By 1789, after almost fifty years in the print trade, Boydell could claim in his preface to the Catalogue of the Pictures in the Shakspeare Gallery that English engraving had achieved “the perfection of the art.” But Boydell was less sanguine about English painting which, still in its “infancy,” focused more on the provincial (portrait painting) than on the universal (history painting).
To promote a school of British history painting and improve the national taste, Boydell needed a rich subject matter. It had to be filled with a variety of interesting scenes suitable for depiction in painting; and it had to be widely valued and easily recognized as significant both by Boydell’s countrymen and by purchasers in foreign markets.

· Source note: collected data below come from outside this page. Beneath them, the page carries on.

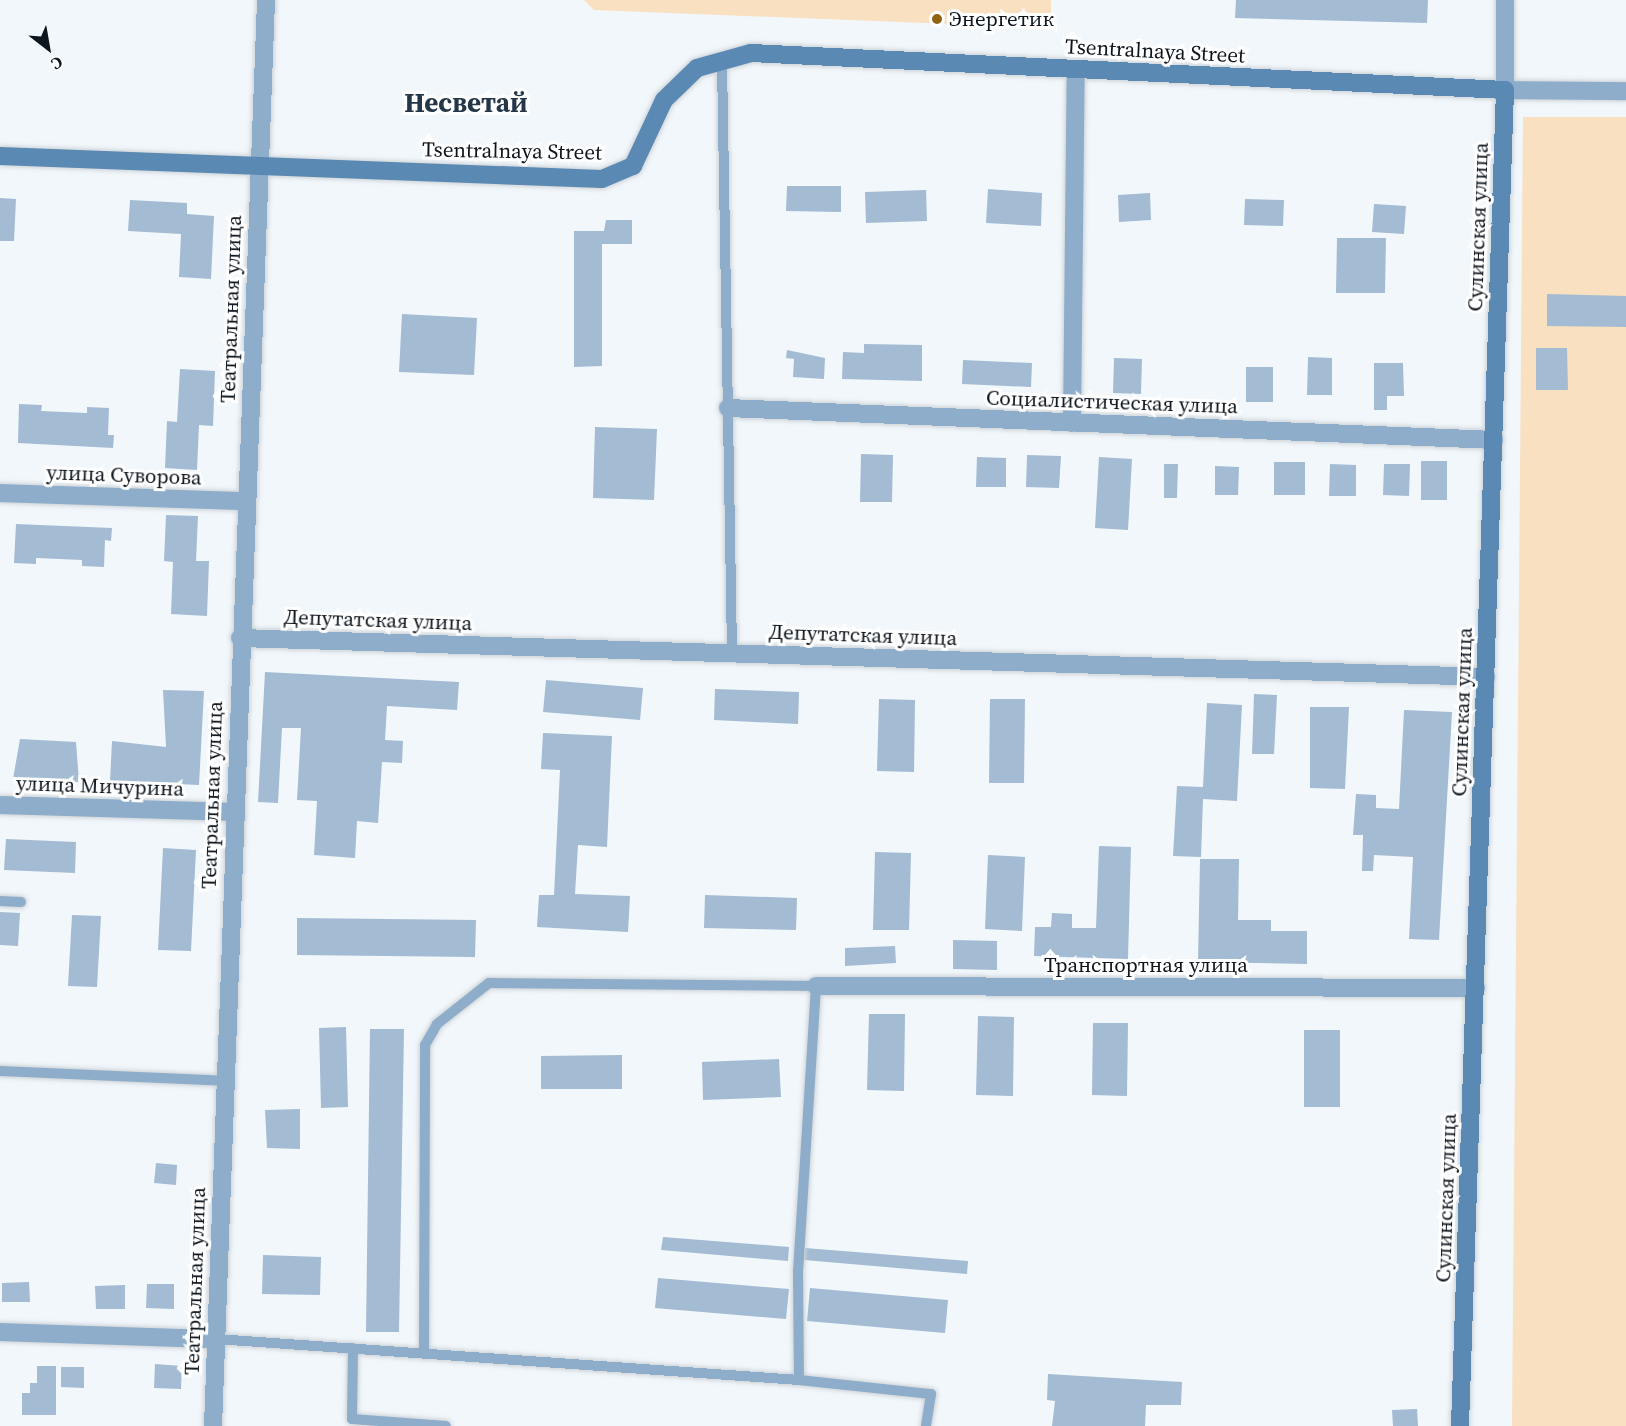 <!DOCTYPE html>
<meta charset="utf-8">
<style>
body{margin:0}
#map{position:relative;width:1626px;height:1426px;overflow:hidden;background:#f2f7fb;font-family:"Source Serif 4",serif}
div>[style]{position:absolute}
.green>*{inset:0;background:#f8e0c1}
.building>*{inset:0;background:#a3bbd3}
.roads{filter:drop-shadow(0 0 2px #cdd3d7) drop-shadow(0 0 2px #cdd3d7)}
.lane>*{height:10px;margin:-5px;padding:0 5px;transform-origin:5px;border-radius:5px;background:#8eadcb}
.street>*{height:18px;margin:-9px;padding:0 9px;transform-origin:9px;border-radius:9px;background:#8eadcb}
.secondary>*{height:18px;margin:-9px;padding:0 9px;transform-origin:9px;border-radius:9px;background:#5a89b4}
.dots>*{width:16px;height:16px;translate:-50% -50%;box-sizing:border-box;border:3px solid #fff;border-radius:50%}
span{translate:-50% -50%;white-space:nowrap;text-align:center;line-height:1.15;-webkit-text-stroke:6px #fff;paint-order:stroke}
.poi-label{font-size:21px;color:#0d151d}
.left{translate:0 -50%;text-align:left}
.street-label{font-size:21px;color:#0d151d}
.district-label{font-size:27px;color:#233749;font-weight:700}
.north{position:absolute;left:18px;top:18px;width:60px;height:60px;-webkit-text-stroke:4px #fff;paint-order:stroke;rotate:149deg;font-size:16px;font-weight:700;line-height:24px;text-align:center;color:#0d151d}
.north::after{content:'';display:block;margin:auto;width:21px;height:27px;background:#0d151d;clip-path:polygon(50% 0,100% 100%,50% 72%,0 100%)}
</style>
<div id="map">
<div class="green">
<i style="clip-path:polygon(584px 0,1051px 0,1051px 28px,594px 10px)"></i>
<i style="clip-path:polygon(1523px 117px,1626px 117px,1626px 1426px,1512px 1426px)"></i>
</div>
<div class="building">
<i style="clip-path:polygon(1236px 0,1428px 0,1427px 23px,1235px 18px)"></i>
<i style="clip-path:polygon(787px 186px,841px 186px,841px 212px,786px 211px)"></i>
<i style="clip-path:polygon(988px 189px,1042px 193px,1041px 226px,986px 223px)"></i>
<i style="clip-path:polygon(926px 190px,927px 221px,866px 223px,865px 192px)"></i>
<i style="clip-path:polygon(1150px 193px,1151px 220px,1119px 222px,1118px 195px)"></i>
<i style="clip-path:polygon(0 198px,16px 199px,14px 241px,0 241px)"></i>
<i style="clip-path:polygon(1245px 199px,1284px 200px,1283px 226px,1244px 225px)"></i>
<i style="clip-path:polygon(130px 200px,187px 203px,187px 214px,214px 216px,211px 279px,179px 277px,181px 234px,128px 231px)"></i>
<i style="clip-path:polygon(1374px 204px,1406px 206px,1404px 234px,1372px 232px)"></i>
<i style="clip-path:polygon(606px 220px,632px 220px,632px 244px,602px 244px,602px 366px,574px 367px,574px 231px,604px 231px)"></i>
<i style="clip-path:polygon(1337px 238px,1386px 238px,1385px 293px,1336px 293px)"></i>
<i style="clip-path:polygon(1547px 294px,1626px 296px,1626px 327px,1547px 326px)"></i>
<i style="clip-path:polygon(402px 314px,477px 318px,474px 375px,399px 372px)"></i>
<i style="clip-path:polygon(864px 344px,922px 345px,922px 381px,842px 379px,843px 352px,864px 353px)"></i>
<i style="clip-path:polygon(1536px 348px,1567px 348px,1568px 390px,1536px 390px)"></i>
<i style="clip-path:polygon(787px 350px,825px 358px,824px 379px,793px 377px,794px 359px,786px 358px)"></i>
<i style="clip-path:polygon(1308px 357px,1332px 358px,1332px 395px,1307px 395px)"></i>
<i style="clip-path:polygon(1114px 358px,1142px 359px,1141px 394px,1113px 393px)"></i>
<i style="clip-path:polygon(963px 360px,1032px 363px,1031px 387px,962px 384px)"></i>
<i style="clip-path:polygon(1374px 363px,1403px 363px,1404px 396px,1387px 396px,1387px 410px,1374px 410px)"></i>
<i style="clip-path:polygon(1246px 367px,1273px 367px,1273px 402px,1246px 402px)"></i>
<i style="clip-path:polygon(180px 369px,215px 371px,213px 426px,199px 425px,197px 470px,165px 468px,167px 421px,177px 422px)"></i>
<i style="clip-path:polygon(19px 404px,42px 405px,41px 411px,87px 413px,87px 407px,109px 408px,108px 435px,114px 435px,113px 448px,18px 443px)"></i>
<i style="clip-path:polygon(595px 427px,657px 429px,654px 500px,593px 498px)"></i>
<i style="clip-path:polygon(861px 454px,893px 455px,892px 502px,860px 502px)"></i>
<i style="clip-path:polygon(1027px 455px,1061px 456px,1059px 488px,1026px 487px)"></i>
<i style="clip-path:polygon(977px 457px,1006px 458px,1006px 487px,976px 487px)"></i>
<i style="clip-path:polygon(1099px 457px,1132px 459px,1128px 530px,1095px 528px)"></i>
<i style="clip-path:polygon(1421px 461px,1447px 461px,1447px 500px,1421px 500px)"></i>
<i style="clip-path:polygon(1274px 462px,1305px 462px,1305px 495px,1274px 495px)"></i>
<i style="clip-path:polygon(1164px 464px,1178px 464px,1177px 498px,1164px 498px)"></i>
<i style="clip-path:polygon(1330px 464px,1356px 465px,1356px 496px,1329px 496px)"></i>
<i style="clip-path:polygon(1384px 464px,1410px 464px,1409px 496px,1383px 495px)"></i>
<i style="clip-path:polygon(1215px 466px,1239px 467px,1238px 495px,1215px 495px)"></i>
<i style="clip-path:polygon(166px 515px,198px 516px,196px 561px,209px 561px,207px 616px,171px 614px,173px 562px,164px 561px)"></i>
<i style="clip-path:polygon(16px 524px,112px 528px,111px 541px,105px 540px,104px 567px,82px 566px,82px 560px,36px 558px,36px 564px,14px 563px)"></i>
<i style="clip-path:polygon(265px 672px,459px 682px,457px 710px,387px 706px,385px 740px,403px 741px,402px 763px,382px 762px,378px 823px,357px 821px,355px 858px,314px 855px,317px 801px,297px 800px,301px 728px,282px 728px,278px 803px,258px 802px)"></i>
<i style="clip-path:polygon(546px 680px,643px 688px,640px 720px,543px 712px)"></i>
<i style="clip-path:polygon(715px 689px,799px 692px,798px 724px,714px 720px)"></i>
<i style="clip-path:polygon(163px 690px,204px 691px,199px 785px,110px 781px,112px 741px,166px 747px)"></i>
<i style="clip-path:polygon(1254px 694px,1277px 695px,1274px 754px,1252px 754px)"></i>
<i style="clip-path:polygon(879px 699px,915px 700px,914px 772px,877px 771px)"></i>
<i style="clip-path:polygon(990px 699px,1025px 699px,1024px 783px,989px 783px)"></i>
<i style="clip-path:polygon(1207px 703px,1242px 705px,1237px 801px,1203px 799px,1201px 857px,1173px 856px,1177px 786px,1203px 787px)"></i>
<i style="clip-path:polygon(1310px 707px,1349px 707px,1345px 789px,1310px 788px)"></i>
<i style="clip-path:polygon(1404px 710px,1452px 712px,1439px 940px,1409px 939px,1413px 857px,1374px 855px,1373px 871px,1362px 871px,1363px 835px,1353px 835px,1356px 794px,1376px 795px,1376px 808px,1399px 809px)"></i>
<i style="clip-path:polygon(543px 733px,612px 736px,607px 847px,578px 845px,575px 894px,630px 896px,628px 932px,537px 927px,539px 895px,554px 895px,560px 770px,541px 769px)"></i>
<i style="clip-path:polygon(20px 739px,76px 742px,79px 782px,13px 779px)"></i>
<i style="clip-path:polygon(6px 839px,76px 842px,75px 873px,4px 870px)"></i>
<i style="clip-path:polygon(1099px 846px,1131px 847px,1128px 959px,1034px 956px,1035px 927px,1051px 927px,1052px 913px,1072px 914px,1072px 928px,1096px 928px)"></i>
<i style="clip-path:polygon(163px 848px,196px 850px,191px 951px,158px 950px)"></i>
<i style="clip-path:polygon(875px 852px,911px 853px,909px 930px,873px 930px)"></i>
<i style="clip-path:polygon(988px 855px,1025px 857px,1022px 931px,985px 929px)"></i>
<i style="clip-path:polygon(1200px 859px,1239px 859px,1238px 920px,1271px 920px,1271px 931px,1307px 931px,1307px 964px,1198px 962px)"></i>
<i style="clip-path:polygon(705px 895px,797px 898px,796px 930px,704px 928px)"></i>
<i style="clip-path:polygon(0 912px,20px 913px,18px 946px,0 945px)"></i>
<i style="clip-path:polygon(72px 915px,101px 916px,97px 987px,68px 986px)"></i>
<i style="clip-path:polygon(297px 918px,476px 920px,475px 957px,297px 955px)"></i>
<i style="clip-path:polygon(953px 940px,997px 941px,997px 970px,953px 969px)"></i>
<i style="clip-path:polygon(895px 946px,896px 963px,845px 966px,845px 948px)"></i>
<i style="clip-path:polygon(869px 1014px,905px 1014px,904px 1091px,867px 1090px)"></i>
<i style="clip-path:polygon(978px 1016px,1014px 1017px,1013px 1096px,976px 1095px)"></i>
<i style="clip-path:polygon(1093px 1023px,1128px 1023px,1127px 1096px,1092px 1095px)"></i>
<i style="clip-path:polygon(346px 1027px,348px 1107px,321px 1108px,319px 1028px)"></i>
<i style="clip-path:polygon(370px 1029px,404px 1029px,399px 1332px,366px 1332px)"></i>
<i style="clip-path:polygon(1304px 1030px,1340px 1030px,1340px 1107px,1304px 1107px)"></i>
<i style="clip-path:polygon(622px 1055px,622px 1089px,541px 1089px,541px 1056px)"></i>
<i style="clip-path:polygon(779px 1059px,781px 1097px,703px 1100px,702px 1062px)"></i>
<i style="clip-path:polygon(300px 1109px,300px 1149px,267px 1148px,265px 1110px)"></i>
<i style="clip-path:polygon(156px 1163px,177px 1165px,176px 1185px,154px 1183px)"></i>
<i style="clip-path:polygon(663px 1237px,789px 1247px,788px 1261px,661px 1250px)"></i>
<i style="clip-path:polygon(805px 1248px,968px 1261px,967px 1274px,804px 1260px)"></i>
<i style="clip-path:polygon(263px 1255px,321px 1257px,320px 1295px,262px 1294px)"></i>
<i style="clip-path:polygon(658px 1278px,789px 1289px,786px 1319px,655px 1308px)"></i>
<i style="clip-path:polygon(29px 1282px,30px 1302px,2px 1302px,2px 1283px)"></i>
<i style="clip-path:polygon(147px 1284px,174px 1284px,174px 1309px,146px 1308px)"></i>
<i style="clip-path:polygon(125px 1285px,125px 1309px,96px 1309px,95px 1286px)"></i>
<i style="clip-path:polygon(810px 1288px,948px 1300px,945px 1333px,807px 1321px)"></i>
<i style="clip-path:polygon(155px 1364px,182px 1366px,181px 1389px,154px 1388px)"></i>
<i style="clip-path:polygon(37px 1366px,56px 1366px,56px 1415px,22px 1415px,22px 1393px,30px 1393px,30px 1383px,37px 1383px)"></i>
<i style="clip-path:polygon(61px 1367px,84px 1367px,84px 1388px,61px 1387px)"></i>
<i style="clip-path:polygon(1048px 1374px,1182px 1382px,1181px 1405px,1146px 1405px,1145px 1426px,1052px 1426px,1055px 1401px,1047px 1400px)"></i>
<i style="clip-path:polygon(1417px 1409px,1418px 1426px,1393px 1426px,1392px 1410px)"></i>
</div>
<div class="roads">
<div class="lane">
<i style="left:722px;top:61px;width:593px;rotate:89.03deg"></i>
<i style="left:0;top:901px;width:21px;rotate:3deg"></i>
<i style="left:0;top:1071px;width:225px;rotate:2.5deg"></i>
<i style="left:216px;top:1339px;width:584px;rotate:4.02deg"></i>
<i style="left:799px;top:1380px;width:133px;rotate:6.1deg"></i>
<i style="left:931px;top:1394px;width:32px;rotate:99deg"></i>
<i style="left:353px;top:1348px;width:71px;rotate:90.8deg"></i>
<i style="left:352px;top:1419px;width:94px;rotate:4.3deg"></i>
<i style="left:424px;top:1353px;width:308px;rotate:-89.8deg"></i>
<i style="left:425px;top:1045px;width:24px;rotate:-60deg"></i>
<i style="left:437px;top:1024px;width:66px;rotate:-38.3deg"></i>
<i style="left:489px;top:983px;width:327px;rotate:0.5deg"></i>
<i style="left:816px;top:986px;width:285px;rotate:93.6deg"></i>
<i style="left:798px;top:1270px;width:110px;rotate:89.5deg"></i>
</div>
<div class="street">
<i style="left:1505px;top:0;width:90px;rotate:90deg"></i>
<i style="left:1505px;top:90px;width:121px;rotate:0.5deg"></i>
<i style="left:728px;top:408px;width:767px;rotate:2.39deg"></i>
<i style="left:1072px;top:423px;width:354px;rotate:-89.4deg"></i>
<i style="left:0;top:493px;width:246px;rotate:1.9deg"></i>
<i style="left:240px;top:638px;width:1247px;rotate:1.79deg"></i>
<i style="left:0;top:805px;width:234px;rotate:1.7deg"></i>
<i style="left:816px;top:986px;width:660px;rotate:0.17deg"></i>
<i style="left:0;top:1332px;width:216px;rotate:1.9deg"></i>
<i style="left:213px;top:1426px;width:1427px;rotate:-87.87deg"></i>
</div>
<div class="secondary">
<i style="left:0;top:156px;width:602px;rotate:2.19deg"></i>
<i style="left:602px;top:179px;width:34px;rotate:-23deg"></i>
<i style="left:633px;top:166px;width:73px;rotate:-64.8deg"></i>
<i style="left:664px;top:100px;width:46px;rotate:-44.1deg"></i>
<i style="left:697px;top:68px;width:56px;rotate:-15.5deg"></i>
<i style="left:751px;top:53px;width:755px;rotate:2.81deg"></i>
<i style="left:1505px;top:90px;width:1337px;rotate:91.93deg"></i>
</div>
</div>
<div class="dots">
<i style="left:937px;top:19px;background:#91620f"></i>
</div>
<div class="poi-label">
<span class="left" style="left:949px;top:19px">Энергетик</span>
</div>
<div class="street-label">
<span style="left:1155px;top:51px;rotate:3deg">Tsentralnaya Street</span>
<span style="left:512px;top:151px;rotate:1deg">Tsentralnaya Street</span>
<span style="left:1478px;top:227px;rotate:-88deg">Сулинская улица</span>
<span style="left:231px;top:309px;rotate:-88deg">Театральная улица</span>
<span style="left:1112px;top:402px;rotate:2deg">Социалистическая улица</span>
<span style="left:124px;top:475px;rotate:2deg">улица Суворова</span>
<span style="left:378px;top:620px;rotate:2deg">Депутатская улица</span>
<span style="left:863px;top:635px;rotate:2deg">Депутатская улица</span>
<span style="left:1462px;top:712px;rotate:-88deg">Сулинская улица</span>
<span style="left:100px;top:786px;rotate:2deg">улица Мичурина</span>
<span style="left:212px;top:795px;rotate:-88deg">Театральная улица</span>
<span style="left:1146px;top:965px">Транспортная улица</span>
<span style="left:1446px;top:1198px;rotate:-88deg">Сулинская улица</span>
<span style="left:195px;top:1281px;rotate:-88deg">Театральная улица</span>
</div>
<div class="district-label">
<span style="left:466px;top:103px">Несветай</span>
</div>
<div class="north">С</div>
</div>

Boydell chose the “immortal” William Shakespeare for his “grand design.” While to us Boydell’s choice might seem obvious, at the time other likely subjects included John Milton, Edmund Spenser, or the Bible. Boydell argued that Shakespeare’s “creative imagination” gave him an exceptional force to match and surpass the bounds of Nature, the power to “do things that Nature would have done, had she ov’rstepp’d her natural limits.”
Boydell’s plan was ambitious, both in time and cost. Though other publishers had produced editions of Shakespeare’s plays, Boydell wished to create an illustrated scholarly edition. This involved commissioning paintings of scenes from Shakespeare, then sending those paintings to engravers who would create the plates from which illustrations could be printed. After the engraver finished making the plates, the paintings were returned to Boydell for exhibition in a specially-designed gallery, which served as an advance advertisement for the engravings themselves and for the edition they would illustrate.